Seder Stories


Learn about Jewish communities from across the world through seder plates. These three seder plates are inroads to pre-expulsion Spain, pre-war Eastern Europe, and post-war America. 

This Seder plate, the oldest ever found, is one of few Jewish items that endured after Jews were expelled from Spain. It features an inscription in the middle representing key Passover elements: the Paschal lamb, matzah, bitter herbs, and the Seder itself. 

This unique seder set combines wooden trays for matzah and holders for symbolic foods with a pedestal for Elijah's wine cup. Unlike other 19th-century seder sets, this one stands out with its energetic design, featuring rampant lions and intricate grillwork. The artist drew inspiration from Hanukkah lamps, fusing traditional elements with new materials to create a dynamic composition.

This ceramic Passover Seder plate from around 1946 was made in a workshop for Holocaust survivors. It features indentations for ritual foods and depicts images of slaves, the Holy Land, and Hebrew text about freedom and hope. Created by the American Jewish Joint Distribution Committee, it reflects survivors' aspirations after World War II.


Discover how these objects reflect the history of when and where they were made. We will work together to consider how.

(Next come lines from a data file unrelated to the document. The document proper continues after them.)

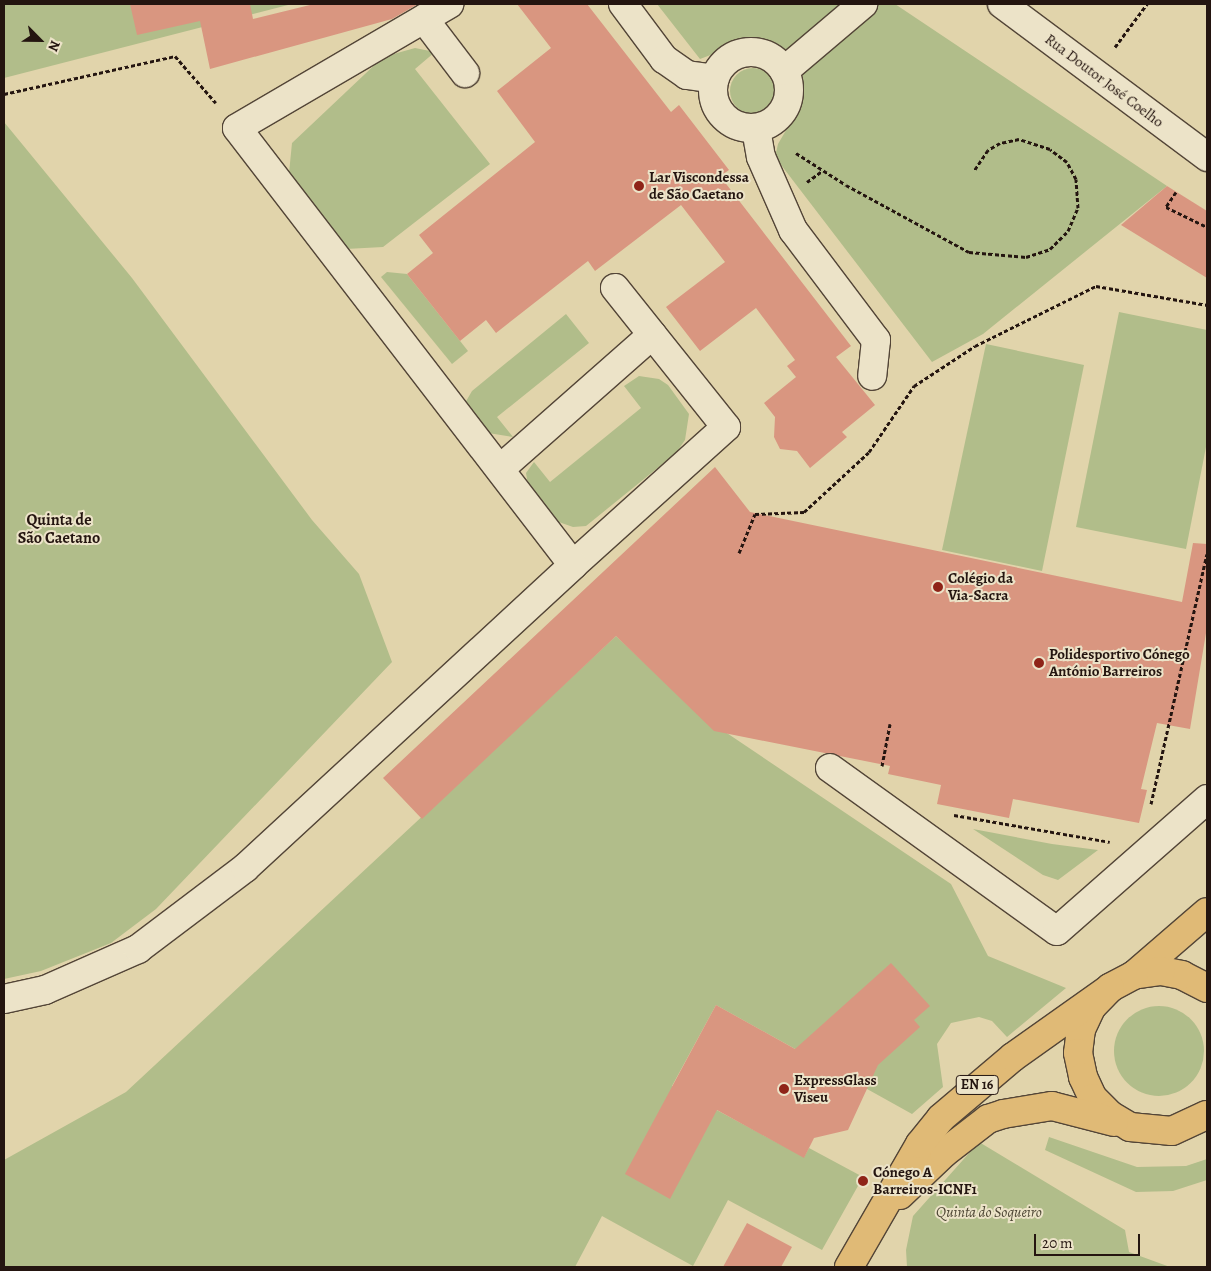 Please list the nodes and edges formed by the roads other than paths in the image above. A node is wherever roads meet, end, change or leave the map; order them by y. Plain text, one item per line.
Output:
1 (449, 4) edge
2 (622, 4) edge
3 (863, 4) edge
4 (1002, 4) edge
5 (424, 19) junction
6 (784, 71) junction
7 (465, 72) dead end
8 (715, 79) junction
9 (757, 128) junction
10 (1207, 157) edge
11 (615, 288) dead end
12 (652, 335) junction
13 (872, 376) dead end
14 (500, 469) junction
15 (573, 565) junction
16 (830, 768) dead end
17 (1207, 799) edge
18 (1207, 912) edge
19 (1134, 975) junction
20 (1110, 988) junction
21 (1207, 988) edge
22 (4, 999) edge
23 (1207, 1115) edge
24 (1130, 1127) junction
25 (879, 1216) junction
26 (849, 1267) edge

1 - 5 street
2 - 8 street
3 - 6 street
4 - 10 street, Rua Doutor José Coelho
5 - 7 street
5 - 14 street
6 - 8 street
6 - 9 street
8 - 9 street
9 - 13 street
11 - 12 street
12 - 14 street
12 - 15 street
14 - 15 street
15 - 22 street
16 - 17 street
18 - 19 main road, EN 16
19 - 20 main road, EN 16
19 - 21 main road, EN 16
20 - 24 main road, EN 16
20 - 25 main road, EN 16
23 - 24 main road, EN 16
24 - 25 main road, EN 16
25 - 26 main road, EN 16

This seder plate is a rare and valuable artifact of Jewish life in medieval Spain. It was created prior to the expulsion of the Jews in 1492 and reflects the artistic and cultural richness of the Jewish community in Spain at that time. The plate's copper alloy material and intricate design reflect the influence of Islamic and Christian artistic traditions, as well as the Jewish tradition of decorative metalwork. The inscriptions in Hebrew and Arabic add to the plate's historical and cultural significance. 

This tiered seder plate is made of brass and features six compartments for the various symbolic foods of the seder. The plate's intricate design and craftsmanship reflect the cultural and artistic influences of the region in which it was created. This seder plate is embellished with animals, crowns, and object holders. It elevates the objects with whimsy and varied heights yet has a designated place for each item. The plate as a whole is an object of wonder.

This ceramic seder plate is a testament to the resilience and adaptability of Jewish communities in the aftermath of World War II. It was created by the Joint Distribution Committee, a humanitarian organization that provided aid to Jewish refugees. The plate's design reflects the practical and utilitarian nature of the challenges faced by the refugees. This plate is about displacement, survival, relocation, and longing. Through the acquiring of new skills, new immigrants find a way to settle into their new country and keep their traditions alive. 


Take inspiration from the design, materials, and histories of these objects to create your own seder plate that combines what you have learned with who you are. Pictured below are the original seder plate (left) with two projects examples based on that plate. 

The concentric circles of this plate inspire the composition for the design. 

Themes: Spring colors, flower motif, and Hebrew letters

Themes: The number four - four questions, cups, children, and names for Passover 

Using the ovals as a framework of spaces to tell a story. 

Theme: Story of the Exodus: Baby Moshe, slavery, burning bush, plagues, crossing of the sea, Miriam celebration.

Theme: Places: Each circle represents a city or country where seders have or aspire to have taken place.

The sculptural beauty of this plate is the springboard for creating three dimensional objects for holding the seder plate items.  

Theme: Seven Species, wheat/barley, figs, grapes, dates, olives, pomegranates. Indigenous plants of Canaan/Israel. 

Theme: Origins of the Seder Objects: lamb/bone, spring plants/lettuce, apple and grapes/haroset, chicken/egg, bricks/maror.